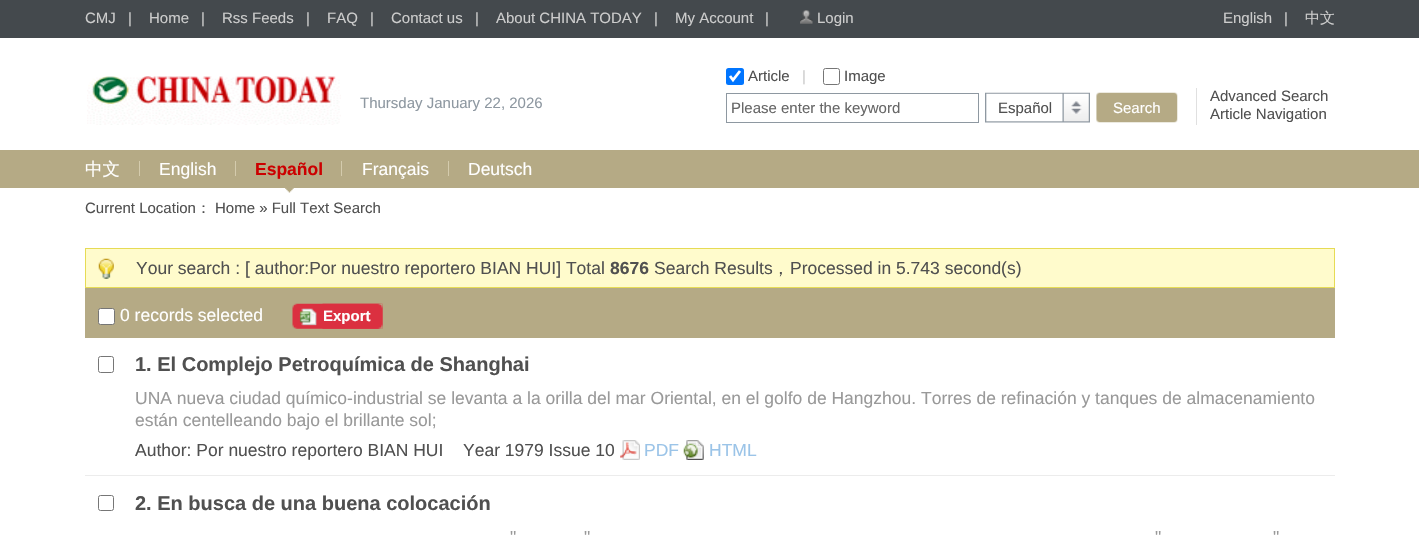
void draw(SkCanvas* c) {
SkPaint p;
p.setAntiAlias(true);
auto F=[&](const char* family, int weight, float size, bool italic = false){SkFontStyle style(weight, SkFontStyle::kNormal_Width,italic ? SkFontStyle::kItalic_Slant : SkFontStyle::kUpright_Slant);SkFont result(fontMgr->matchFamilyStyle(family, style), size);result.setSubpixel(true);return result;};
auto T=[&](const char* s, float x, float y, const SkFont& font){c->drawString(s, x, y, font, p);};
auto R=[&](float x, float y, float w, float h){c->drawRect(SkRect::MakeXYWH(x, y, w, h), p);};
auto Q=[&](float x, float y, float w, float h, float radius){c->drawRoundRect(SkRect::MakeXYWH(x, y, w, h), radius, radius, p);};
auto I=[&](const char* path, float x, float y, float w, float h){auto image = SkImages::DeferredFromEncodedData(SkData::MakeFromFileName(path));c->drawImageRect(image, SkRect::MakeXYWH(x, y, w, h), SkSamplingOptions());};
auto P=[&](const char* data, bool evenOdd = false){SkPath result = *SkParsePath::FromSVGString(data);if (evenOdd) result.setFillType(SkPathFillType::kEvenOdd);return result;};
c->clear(0xffffffff);
p.setColor(0xff44494d);
R(0,0,1419,38);
auto f1 = F("Liberation Sans",400,15);
p.setColor(0xffcccccc);
T("CMJ",85,23,f1);
T("|",128,23,f1);
T("Home",149,23,f1);
T("|",201,23,f1);
T("Rss Feeds",222,23,f1);
T("|",306,23,f1);
T("FAQ",327,23,f1);
T("|",370,23,f1);
T("Contact us",391,23,f1);
T("|",475,23,f1);
T("About CHINA TODAY",496,23,f1);
T("|",654,23,f1);
T("My Account",675,23,f1);
T("|",765,23,f1);
I("1.png",800,10,13,14);
T("Login",817,23,f1);
T("English",1223,23,f1);
T("|",1284,23,f1);
auto f2 = F("WenQuanYi Zen Hei",500,15);
T("中文",1305,23,f2);
I("2.png",87,76,254,49);
p.setColor(0xff8e98a1);
T("Thursday January 22, 2026",360,108,f1);
p.setColor(0xff0075ff);
Q(726,68,18,17,2.5);
p.setStroke(true);
p.setStrokeWidth(2.8);
p.setColor(0xffffffff);
c->drawPath(P("M730 76l3 4l7-9"),p);
p.setStroke(false);
p.setColor(0xff505050);
T("Article",748,81,f1);
p.setColor(0xffcccccc);
T("|",802,81,f1);
p.setStroke(true);
p.setStrokeWidth(1);
p.setColor(0xff767676);
c->drawRoundRect(SkRect::MakeXYWH(823.5,68.5,16,16),2,2,p);
p.setStroke(false);
p.setColor(0xff505050);
T("Image",844,81,f1);
p.setStroke(true);
p.setColor(0xff8e98a1);
c->drawRect(SkRect::MakeXYWH(726.5,93.5,252,29),p);
p.setStroke(false);
p.setColor(0xff666666);
T("Please enter the keyword",731,113,f1);
I("3.png",985,92,105,31);
p.setColor(0xff505050);
T("Español",998,113,f1);
I("4.png",1096,92,82,31);
p.setColor(0xffffffff);
T("Search",1113,113,f1);
p.setColor(0xffe0e0e0);
R(1196,88,1,37);
p.setColor(0xff505050);
T("Advanced Search",1210,101,f1);
T("Article Navigation",1210,119,f1);
p.setColor(0xffb5aa85);
R(0,150,1419,38);
auto f3 = F("WenQuanYi Zen Hei",500,17.5);
p.setColor(0xffffffff);
T("中文",85,175,f3);
p.setColor(0xffd4cbad);
R(139,161,1,15);
auto f4 = F("Liberation Sans",400,17.5);
p.setColor(0xffffffff);
T("English",159,175,f4);
p.setColor(0xffd4cbad);
R(235,161,1,15);
I("5.png",285,188,9,5);
auto f5 = F("Liberation Sans",700,17.5);
p.setColor(0xffcc0000);
T("Español",255,175,f5);
p.setColor(0xffd4cbad);
R(341,161,1,15);
p.setColor(0xffffffff);
T("Français",362,175,f4);
p.setColor(0xffd4cbad);
R(448,161,1,15);
p.setColor(0xffffffff);
T("Deutsch",468,175,f4);
p.setColor(0xff505050);
T("Current Location",85,213,f1);
T("：",196,213,f2);
T("Home » Full Text Search",215,213,f1);
p.setColor(0xfffffbcc);
R(86,249,1248,38);
I("6.png",98,258,16,21);
p.setStroke(true);
p.setColor(0xffe6db55);
c->drawRect(SkRect::MakeXYWH(85.5,248.5,1249,39),p);
p.setStroke(false);
p.setColor(0xff505050);
T("Your search : [ author:Por nuestro reportero BIAN HUI] Total",136,274,f4);
T("8676",610,274,f5);
T("Search Results",654,274,f4);
T("，",772,274,f3);
T("Processed in 5.743 second(s)",790,274,f4);
p.setColor(0xffb5aa85);
R(85,288,1250,50);
p.setColor(0xffffffff);
c->drawRoundRect(SkRect::MakeXYWH(98.5,308.5,16,16),2,2,p);
p.setStroke(true);
p.setColor(0xff767676);
c->drawRoundRect(SkRect::MakeXYWH(98.5,308.5,16,16),2,2,p);
p.setStroke(false);
p.setColor(0xffffffff);
T("0 records selected",120,321,f4);
I("7.png",292,303,91,26);
I("8.png",322,303,61,26);
auto f6 = F("Liberation Sans",700,15);
T("Export",323,321,f6);
p.setColor(0xffececec);
R(85,475,1250,1);
p.setStroke(true);
p.setColor(0xff767676);
c->drawRoundRect(SkRect::MakeXYWH(98.5,356.5,15,16),2,2,p);
auto f7 = F("Liberation Sans",700,20);
p.setStroke(false);
p.setColor(0xff505050);
T("1. El Complejo Petroquímica de Shanghai",135,371,f7);
p.setColor(0xff999999);
T("UNA nueva ciudad químico-industrial se levanta a la orilla del mar Oriental, en el golfo de Hangzhou. Torres de refinación y tanques de almacenamiento",135,404,f4);
T("están centelleando bajo el brillante sol;",135,426,f4);
p.setColor(0xff505050);
T("Author: Por nuestro reportero BIAN HUI",135,456,f4);
T("Year 1979 Issue 10",463,456,f4);
I("9.png",620,440,20,20);
p.setColor(0xff9bc4e8);
T("PDF",644,456,f4);
I("10.png",683,440,21,20);
T("HTML",709,456,f4);
p.setStroke(true);
p.setColor(0xff767676);
c->drawRoundRect(SkRect::MakeXYWH(98.5,495.5,15,15),2,2,p);
p.setStroke(false);
p.setColor(0xff505050);
T("2. En busca de una buena colocación",135,510,f7);
p.setColor(0xff999999);
T("\"",510,543,f4);
T("\"",584,543,f4);
T("\"",1155,543,f4);
T("\"",1273,543,f4);
}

###

**Try it:** Pictures aside, repeat exactly every line from the top of the listing above through the line bearing "auto R=[&](float x, float", inclusive.

**Completed task:**
void draw(SkCanvas* c) {
SkPaint p;
p.setAntiAlias(true);
auto F=[&](const char* family, int weight, float size, bool italic = false){SkFontStyle style(weight, SkFontStyle::kNormal_Width,italic ? SkFontStyle::kItalic_Slant : SkFontStyle::kUpright_Slant);SkFont result(fontMgr->matchFamilyStyle(family, style), size);result.setSubpixel(true);return result;};
auto T=[&](const char* s, float x, float y, const SkFont& font){c->drawString(s, x, y, font, p);};
auto R=[&](float x, float y, float w, float h){c->drawRect(SkRect::MakeXYWH(x, y, w, h), p);};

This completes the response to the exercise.